Our cyber regulatory regime should incentivize meaningful security improvements and facilitate actionable information sharing. It cannot be designed in a way that drains resources or slows the ability of companies to respond to fast-moving threats. This year, the average cost of a data breach in the United States reached $10 million, roughly double that of the global average. The exorbitant cost is, in part, due to U.S. cyber regulatory costs.

Congress, in partnership with CISA and the National Cyber Director, must help harmonize duplicative and vague cybersecurity regulations across the federal government so cyber professionals spend less time on paperwork and more time doing what they do best: defending our networks.

Keeping our cyber defenders focused on our networks is vital, especially considering we already face a gap of 500,000 skilled professionals in our current workforce. Closing this gap and building a pipeline of highly skilled professionals across both public and private sectors is essential to meeting the nation’s security needs.

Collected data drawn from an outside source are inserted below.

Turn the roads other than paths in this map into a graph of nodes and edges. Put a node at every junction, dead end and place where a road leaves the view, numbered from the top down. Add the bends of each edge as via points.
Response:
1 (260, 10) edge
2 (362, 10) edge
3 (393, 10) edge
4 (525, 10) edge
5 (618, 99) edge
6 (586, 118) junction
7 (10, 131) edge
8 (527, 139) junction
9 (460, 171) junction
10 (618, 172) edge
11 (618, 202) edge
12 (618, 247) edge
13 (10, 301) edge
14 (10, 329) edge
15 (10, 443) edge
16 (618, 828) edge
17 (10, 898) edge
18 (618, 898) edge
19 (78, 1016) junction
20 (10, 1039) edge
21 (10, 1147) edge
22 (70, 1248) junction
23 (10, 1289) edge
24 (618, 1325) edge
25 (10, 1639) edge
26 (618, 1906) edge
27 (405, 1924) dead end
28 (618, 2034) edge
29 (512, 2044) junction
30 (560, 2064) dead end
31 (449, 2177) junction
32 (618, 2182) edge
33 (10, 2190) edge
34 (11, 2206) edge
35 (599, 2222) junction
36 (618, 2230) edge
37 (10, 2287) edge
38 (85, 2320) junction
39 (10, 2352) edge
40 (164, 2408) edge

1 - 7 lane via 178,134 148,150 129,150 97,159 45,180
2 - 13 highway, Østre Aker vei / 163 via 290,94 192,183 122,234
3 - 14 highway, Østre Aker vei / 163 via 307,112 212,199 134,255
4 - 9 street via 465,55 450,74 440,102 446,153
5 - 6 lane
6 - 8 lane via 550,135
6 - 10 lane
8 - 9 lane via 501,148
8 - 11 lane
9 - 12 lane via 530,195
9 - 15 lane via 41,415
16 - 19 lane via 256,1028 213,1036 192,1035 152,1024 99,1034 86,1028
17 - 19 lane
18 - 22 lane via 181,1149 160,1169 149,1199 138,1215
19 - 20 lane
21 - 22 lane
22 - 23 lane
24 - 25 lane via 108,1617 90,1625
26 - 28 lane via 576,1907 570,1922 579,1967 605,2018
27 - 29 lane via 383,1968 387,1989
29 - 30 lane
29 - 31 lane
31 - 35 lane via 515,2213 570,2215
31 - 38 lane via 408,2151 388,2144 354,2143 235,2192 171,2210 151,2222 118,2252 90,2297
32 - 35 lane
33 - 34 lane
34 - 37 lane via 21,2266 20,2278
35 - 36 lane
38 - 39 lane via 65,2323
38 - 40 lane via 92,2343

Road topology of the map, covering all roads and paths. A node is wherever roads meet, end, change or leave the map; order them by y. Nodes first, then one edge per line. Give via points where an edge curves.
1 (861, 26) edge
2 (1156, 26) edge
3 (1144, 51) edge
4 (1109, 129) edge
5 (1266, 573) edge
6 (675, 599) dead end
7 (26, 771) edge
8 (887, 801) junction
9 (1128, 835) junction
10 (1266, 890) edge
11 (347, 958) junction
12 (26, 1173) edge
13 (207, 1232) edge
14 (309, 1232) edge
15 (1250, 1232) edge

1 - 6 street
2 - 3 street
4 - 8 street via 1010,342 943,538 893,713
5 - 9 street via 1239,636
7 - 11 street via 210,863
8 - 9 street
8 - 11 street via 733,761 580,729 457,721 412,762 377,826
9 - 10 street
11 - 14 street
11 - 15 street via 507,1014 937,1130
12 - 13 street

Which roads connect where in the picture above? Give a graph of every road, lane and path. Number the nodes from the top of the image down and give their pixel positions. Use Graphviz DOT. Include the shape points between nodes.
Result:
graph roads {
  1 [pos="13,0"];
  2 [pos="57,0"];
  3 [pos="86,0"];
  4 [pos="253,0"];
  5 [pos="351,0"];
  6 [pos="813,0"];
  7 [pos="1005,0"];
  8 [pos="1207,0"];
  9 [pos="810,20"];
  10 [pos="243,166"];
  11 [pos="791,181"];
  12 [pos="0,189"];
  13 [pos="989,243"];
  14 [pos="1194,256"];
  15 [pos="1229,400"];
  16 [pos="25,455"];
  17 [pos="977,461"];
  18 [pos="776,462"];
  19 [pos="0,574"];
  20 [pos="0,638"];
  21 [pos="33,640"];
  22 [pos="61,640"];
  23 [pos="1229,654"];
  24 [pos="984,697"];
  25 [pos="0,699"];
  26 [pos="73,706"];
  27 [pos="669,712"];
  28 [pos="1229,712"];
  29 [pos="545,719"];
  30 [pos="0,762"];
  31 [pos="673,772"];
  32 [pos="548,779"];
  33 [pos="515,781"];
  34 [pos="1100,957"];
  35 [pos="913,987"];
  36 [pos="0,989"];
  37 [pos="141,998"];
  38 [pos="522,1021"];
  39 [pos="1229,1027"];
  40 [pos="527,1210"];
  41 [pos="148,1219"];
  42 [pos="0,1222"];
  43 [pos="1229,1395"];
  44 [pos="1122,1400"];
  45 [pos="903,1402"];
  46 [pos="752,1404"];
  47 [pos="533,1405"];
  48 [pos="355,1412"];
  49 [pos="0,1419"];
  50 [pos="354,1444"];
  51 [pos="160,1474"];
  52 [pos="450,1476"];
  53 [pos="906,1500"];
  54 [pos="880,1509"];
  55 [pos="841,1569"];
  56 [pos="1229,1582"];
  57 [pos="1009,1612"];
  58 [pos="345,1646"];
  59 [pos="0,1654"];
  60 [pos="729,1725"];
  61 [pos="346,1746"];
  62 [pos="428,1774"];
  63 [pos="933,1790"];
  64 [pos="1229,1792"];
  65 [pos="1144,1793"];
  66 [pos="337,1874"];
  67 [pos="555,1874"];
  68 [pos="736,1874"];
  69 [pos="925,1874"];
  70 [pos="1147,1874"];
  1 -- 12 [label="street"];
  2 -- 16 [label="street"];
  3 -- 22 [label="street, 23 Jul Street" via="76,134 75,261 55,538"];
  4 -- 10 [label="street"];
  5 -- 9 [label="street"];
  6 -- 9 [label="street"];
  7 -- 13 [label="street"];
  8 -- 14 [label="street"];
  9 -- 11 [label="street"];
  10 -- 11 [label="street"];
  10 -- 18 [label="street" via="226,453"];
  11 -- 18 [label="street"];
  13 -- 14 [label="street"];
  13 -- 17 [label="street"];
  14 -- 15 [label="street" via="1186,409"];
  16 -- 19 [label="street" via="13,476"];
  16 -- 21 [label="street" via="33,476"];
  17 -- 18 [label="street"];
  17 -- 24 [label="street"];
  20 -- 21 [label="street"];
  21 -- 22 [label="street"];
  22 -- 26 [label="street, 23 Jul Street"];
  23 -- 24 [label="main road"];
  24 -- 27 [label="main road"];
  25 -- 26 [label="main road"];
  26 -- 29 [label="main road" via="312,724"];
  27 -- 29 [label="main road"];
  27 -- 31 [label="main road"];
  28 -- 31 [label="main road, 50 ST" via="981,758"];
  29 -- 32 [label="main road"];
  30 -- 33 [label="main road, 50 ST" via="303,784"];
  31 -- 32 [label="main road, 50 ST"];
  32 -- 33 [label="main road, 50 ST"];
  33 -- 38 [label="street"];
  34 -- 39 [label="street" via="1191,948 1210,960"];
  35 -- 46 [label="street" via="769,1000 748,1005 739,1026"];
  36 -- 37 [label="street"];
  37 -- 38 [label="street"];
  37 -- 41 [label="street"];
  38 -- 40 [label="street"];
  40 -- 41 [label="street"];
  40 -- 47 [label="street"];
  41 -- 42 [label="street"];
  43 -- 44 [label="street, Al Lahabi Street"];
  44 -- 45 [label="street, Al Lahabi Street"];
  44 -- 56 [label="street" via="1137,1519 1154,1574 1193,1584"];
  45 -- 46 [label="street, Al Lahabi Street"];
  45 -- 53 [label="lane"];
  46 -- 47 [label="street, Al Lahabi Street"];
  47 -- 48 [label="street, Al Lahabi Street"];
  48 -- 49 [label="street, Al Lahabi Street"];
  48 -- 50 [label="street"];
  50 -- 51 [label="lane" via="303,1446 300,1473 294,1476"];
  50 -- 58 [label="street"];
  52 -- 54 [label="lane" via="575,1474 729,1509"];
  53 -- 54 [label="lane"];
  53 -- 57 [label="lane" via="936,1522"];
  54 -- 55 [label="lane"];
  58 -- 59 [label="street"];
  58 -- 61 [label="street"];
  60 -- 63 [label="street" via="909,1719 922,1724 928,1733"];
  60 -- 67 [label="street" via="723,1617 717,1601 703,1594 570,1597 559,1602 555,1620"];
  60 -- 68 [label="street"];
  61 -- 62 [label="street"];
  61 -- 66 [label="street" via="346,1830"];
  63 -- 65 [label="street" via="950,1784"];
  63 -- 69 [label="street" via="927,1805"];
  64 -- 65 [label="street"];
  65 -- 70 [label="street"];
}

Where that gap persists, artificial intelligence (AI) can serve as a force multiplier for our cyber defenders. We have already seen how AI can significantly enhance threat hunting, response times, and pattern recognition in our networks. But adversaries, like China, are also investing heavily in AI to enhance their own offensive cyber operations, including attempts to compromise or weaponize AI models. That reality makes it crucial that security and safety considerations are built into every stage of AI’s development, deployment, and use.

At the same time, the federal government must avoid reactive and scattershot regulation as our nation’s AI innovators work to win the global AI race. It is important for Congress, the Department of Homeland Security, interagency partners, and the private sector to work together to ensure that we don’t fall behind our adversaries in AI innovation while safeguarding our national security and civil liberties.

Accomplishing any of these goals will depend on mutual trust and collective effort. With a new administration dedicated to restoring accountability in government, we must seize this opportunity to help rebuild Americans’ confidence in the federal cybersecurity and resilience mission.

Cybersecurity remains vital for the safety, security, and prosperity of the American people. We must decide the future of our national cyber defense before our adversaries decide it for us. 

Rep. Andrew Garbarino has represented New York’s Second Congressional District in Congress since 2021. He serves as chairman of the House Homeland Security Committee, and also serves on the House Ethics and House Financial Services Committees.